Task item = A single number is required: how many lines below include the string "Hooftlaan".

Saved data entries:

____

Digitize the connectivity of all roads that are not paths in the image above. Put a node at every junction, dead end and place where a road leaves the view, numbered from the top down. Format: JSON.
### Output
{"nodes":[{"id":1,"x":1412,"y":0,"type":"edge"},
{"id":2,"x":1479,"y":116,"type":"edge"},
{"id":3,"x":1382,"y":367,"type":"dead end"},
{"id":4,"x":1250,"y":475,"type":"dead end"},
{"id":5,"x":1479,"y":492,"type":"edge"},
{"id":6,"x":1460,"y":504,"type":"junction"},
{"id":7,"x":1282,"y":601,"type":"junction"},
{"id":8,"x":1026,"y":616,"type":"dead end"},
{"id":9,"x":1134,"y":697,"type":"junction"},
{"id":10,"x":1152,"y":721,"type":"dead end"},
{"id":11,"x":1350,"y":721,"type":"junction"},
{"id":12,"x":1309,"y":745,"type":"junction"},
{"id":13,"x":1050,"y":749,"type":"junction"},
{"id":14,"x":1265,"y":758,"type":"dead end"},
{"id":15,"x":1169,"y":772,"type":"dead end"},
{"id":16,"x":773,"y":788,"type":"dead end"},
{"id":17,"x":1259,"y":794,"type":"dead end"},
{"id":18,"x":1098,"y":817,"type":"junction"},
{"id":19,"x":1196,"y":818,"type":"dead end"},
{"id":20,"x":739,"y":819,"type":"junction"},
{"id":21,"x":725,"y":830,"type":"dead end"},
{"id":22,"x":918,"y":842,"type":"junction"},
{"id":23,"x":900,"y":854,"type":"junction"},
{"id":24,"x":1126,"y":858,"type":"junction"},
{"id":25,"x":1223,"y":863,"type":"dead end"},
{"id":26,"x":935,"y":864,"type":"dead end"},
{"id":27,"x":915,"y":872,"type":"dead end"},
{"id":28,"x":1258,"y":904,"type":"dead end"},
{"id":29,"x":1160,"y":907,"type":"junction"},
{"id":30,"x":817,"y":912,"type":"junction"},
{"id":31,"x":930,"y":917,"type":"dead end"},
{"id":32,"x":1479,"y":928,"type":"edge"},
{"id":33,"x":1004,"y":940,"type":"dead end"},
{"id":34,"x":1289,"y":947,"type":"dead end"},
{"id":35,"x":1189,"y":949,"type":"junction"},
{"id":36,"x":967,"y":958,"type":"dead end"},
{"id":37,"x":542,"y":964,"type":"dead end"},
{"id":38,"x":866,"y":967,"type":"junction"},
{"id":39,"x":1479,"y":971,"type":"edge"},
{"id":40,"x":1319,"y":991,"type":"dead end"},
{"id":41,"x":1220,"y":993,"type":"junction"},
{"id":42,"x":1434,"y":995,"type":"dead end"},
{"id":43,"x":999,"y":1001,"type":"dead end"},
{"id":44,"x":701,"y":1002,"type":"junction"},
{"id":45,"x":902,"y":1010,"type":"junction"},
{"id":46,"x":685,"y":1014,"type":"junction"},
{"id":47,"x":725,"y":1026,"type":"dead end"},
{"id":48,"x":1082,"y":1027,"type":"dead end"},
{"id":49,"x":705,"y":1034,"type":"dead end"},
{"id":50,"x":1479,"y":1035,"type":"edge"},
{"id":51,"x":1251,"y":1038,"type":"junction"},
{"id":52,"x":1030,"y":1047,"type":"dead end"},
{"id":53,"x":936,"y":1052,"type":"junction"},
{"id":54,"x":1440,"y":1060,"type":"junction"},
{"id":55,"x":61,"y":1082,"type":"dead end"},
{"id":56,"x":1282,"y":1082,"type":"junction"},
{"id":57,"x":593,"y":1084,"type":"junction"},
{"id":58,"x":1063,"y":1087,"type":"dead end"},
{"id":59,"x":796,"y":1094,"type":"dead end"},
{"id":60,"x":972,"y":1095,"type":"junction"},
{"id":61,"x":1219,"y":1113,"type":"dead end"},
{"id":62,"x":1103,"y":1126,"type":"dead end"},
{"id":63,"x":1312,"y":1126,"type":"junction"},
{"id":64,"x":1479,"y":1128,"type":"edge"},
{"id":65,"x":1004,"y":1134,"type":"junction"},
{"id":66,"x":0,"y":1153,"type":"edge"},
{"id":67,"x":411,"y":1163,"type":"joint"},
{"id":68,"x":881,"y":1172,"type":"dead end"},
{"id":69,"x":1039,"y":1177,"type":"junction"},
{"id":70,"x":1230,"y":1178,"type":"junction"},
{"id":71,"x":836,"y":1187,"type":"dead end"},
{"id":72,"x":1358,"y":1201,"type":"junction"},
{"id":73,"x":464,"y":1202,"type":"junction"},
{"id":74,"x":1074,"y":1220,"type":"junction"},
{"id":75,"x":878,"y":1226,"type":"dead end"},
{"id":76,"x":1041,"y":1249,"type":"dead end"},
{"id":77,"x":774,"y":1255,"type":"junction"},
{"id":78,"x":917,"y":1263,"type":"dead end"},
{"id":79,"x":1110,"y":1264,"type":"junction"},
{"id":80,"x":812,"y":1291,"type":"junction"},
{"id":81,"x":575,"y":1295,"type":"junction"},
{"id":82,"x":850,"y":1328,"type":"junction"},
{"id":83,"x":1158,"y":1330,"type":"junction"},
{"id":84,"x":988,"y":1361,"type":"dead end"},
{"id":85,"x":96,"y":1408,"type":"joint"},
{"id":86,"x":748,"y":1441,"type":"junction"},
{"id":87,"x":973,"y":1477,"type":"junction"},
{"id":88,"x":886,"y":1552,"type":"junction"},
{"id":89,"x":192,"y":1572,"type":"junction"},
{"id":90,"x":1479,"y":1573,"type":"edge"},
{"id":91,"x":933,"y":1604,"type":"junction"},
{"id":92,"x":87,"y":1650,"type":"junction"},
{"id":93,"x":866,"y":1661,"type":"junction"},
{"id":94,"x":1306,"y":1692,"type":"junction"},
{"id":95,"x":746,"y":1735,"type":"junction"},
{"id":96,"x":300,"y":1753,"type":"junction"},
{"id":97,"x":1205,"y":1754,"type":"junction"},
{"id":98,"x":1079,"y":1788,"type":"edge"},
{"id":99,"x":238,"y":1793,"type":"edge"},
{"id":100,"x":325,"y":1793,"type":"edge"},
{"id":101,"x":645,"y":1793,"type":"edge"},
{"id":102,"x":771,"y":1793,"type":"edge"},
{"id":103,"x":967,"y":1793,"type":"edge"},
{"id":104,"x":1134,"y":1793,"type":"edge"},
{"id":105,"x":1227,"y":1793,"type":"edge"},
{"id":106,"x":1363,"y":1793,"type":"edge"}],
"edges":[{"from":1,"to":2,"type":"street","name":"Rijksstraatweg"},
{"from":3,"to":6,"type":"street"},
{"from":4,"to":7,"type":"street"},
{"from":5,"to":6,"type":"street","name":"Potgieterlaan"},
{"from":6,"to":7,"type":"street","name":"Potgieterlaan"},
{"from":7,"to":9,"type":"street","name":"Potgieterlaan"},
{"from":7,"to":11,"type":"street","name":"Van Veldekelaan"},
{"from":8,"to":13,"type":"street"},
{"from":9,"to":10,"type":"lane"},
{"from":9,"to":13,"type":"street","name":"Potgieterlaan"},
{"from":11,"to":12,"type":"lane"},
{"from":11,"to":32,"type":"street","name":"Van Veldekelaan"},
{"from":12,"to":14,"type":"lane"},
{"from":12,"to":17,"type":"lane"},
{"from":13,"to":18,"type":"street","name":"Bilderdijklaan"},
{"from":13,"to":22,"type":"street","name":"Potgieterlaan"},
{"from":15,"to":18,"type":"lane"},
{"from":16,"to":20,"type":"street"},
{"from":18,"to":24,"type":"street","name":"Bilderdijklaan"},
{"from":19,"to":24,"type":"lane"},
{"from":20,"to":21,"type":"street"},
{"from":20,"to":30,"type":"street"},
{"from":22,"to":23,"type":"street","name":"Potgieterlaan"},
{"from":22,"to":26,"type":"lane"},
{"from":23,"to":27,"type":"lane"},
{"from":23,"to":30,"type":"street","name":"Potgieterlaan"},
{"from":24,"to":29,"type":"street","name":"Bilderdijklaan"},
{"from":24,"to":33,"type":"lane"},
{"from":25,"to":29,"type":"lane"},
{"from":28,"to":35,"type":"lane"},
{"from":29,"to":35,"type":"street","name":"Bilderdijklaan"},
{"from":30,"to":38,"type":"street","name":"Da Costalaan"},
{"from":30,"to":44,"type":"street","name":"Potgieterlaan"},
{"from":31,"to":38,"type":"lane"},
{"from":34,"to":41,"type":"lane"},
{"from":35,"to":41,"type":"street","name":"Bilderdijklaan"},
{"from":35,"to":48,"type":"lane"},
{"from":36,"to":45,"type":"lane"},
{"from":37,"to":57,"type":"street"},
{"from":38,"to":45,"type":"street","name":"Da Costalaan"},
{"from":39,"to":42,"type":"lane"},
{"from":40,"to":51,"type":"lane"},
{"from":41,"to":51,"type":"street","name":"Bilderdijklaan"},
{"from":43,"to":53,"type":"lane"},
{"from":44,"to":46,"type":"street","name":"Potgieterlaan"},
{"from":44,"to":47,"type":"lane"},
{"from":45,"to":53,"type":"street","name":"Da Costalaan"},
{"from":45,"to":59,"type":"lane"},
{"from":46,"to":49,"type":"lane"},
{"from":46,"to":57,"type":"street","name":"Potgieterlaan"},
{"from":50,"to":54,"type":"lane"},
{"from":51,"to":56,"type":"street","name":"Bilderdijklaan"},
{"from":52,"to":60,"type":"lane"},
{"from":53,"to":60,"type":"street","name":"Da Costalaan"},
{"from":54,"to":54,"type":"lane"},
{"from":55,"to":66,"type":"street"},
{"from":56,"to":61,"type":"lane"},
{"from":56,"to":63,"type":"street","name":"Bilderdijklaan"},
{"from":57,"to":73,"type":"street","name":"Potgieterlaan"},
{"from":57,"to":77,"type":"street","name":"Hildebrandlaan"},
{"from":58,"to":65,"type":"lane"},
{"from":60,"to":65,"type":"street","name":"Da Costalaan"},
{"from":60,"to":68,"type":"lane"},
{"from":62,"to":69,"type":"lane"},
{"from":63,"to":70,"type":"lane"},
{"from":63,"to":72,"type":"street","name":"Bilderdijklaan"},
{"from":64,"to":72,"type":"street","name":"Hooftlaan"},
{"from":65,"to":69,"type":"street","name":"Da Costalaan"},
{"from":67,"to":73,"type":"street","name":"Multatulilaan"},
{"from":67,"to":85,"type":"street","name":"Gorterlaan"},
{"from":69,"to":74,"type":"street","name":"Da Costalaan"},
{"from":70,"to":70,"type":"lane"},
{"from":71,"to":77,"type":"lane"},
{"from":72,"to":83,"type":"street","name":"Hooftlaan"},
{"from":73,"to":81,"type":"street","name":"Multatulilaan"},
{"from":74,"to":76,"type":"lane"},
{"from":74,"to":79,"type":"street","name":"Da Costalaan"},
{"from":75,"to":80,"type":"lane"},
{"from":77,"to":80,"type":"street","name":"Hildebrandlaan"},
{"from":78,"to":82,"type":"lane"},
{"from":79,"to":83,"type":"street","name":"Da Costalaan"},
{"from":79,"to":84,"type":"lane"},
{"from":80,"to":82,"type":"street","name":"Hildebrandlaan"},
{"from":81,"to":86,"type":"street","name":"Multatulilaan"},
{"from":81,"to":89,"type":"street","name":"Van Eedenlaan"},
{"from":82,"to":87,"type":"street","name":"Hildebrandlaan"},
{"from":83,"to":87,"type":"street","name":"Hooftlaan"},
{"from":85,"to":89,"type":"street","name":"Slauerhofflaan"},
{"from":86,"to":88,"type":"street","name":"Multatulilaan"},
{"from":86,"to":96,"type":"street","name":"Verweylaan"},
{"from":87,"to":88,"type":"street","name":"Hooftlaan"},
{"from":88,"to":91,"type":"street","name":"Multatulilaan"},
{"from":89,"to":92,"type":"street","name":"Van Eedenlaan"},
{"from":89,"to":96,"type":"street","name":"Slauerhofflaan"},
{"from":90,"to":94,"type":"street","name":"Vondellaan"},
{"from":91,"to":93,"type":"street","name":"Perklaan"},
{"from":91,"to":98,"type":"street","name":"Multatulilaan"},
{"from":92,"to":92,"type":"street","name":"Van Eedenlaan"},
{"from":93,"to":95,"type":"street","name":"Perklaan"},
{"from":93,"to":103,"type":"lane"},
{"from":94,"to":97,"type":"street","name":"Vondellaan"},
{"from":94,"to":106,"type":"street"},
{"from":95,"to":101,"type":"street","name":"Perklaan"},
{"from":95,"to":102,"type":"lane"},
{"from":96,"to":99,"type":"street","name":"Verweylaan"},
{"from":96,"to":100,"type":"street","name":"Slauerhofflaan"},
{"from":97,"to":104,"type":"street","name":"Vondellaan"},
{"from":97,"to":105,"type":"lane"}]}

____

Exercise result = 4